## WHAT YOU HAVE TO DO
Filter the lines below, keeping each one that holds "text".
(DATA FOR REVIEW)
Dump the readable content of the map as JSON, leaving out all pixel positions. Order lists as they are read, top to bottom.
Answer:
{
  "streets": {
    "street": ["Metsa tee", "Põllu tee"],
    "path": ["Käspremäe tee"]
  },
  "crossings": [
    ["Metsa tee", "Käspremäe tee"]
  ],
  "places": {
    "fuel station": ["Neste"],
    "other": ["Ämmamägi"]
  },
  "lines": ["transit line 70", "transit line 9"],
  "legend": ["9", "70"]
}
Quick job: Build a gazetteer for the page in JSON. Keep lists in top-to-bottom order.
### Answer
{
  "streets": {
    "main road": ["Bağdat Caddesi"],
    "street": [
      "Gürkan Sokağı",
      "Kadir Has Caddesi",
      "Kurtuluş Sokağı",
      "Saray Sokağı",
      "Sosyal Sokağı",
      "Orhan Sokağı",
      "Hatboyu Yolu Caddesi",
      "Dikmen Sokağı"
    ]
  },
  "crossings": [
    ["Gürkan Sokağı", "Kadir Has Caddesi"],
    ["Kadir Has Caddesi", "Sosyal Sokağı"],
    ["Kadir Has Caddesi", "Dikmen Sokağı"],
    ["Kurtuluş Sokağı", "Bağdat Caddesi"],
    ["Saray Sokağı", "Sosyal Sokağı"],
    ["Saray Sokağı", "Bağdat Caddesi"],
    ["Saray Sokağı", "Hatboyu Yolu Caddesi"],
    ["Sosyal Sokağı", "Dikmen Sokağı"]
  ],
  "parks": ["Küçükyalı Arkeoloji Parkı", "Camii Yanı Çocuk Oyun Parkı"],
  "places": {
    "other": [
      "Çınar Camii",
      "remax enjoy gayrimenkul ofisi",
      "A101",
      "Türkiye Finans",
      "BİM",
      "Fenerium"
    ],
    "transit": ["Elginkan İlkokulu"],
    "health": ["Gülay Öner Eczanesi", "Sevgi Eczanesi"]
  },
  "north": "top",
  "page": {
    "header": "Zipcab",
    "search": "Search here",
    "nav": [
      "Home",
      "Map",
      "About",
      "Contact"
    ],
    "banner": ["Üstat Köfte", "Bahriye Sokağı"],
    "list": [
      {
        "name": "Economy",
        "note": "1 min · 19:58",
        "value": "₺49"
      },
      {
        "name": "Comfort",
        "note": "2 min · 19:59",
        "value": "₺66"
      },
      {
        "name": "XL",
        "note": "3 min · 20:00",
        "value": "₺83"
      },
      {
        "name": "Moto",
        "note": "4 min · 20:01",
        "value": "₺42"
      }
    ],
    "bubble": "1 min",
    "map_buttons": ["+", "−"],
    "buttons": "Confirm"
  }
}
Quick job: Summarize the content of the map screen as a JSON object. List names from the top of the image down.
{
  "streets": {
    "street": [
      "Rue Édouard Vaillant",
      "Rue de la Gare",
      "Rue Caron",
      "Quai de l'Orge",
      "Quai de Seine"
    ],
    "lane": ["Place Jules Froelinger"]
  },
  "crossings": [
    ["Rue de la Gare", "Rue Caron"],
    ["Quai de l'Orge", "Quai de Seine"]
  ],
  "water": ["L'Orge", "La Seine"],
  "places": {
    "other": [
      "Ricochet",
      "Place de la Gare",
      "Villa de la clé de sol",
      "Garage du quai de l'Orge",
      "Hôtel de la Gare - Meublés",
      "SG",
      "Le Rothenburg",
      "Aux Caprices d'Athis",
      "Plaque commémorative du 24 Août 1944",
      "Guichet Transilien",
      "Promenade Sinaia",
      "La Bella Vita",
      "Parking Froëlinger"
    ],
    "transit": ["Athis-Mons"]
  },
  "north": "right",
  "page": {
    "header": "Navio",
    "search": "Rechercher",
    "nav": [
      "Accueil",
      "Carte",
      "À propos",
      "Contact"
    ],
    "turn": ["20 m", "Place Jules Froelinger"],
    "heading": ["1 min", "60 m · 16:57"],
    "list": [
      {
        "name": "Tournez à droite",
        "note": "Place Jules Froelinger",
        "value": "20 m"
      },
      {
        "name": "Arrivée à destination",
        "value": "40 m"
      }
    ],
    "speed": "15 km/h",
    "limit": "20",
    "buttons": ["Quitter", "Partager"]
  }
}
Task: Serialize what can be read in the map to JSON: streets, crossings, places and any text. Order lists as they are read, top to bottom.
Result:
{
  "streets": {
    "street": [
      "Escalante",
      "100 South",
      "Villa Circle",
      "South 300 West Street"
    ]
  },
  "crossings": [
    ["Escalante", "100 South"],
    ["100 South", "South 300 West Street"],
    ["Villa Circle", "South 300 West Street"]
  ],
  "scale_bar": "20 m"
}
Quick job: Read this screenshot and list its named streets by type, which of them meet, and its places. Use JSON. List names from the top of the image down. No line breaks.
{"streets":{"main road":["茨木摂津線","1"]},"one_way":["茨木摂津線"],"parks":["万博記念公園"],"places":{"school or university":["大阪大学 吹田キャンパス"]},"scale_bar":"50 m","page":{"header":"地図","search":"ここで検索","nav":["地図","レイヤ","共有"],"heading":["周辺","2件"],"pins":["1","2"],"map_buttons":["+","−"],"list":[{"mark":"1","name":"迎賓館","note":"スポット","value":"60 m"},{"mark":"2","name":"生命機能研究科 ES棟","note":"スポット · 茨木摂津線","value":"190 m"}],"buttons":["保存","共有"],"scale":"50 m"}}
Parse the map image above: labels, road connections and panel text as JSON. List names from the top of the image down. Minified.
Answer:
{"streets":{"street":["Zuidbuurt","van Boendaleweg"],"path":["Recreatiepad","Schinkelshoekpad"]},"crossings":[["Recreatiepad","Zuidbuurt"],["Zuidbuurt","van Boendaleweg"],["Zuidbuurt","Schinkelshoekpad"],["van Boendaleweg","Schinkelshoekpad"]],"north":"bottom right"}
(End DATA FOR REVIEW)
## TASK RESULT
Task: Serialize what can be read in the map to JSON: streets, crossings, places and any text. Order lists as they are read, top to bottom.
Parse the map image above: labels, road connections and panel text as JSON. List names from the top of the image down. Minified.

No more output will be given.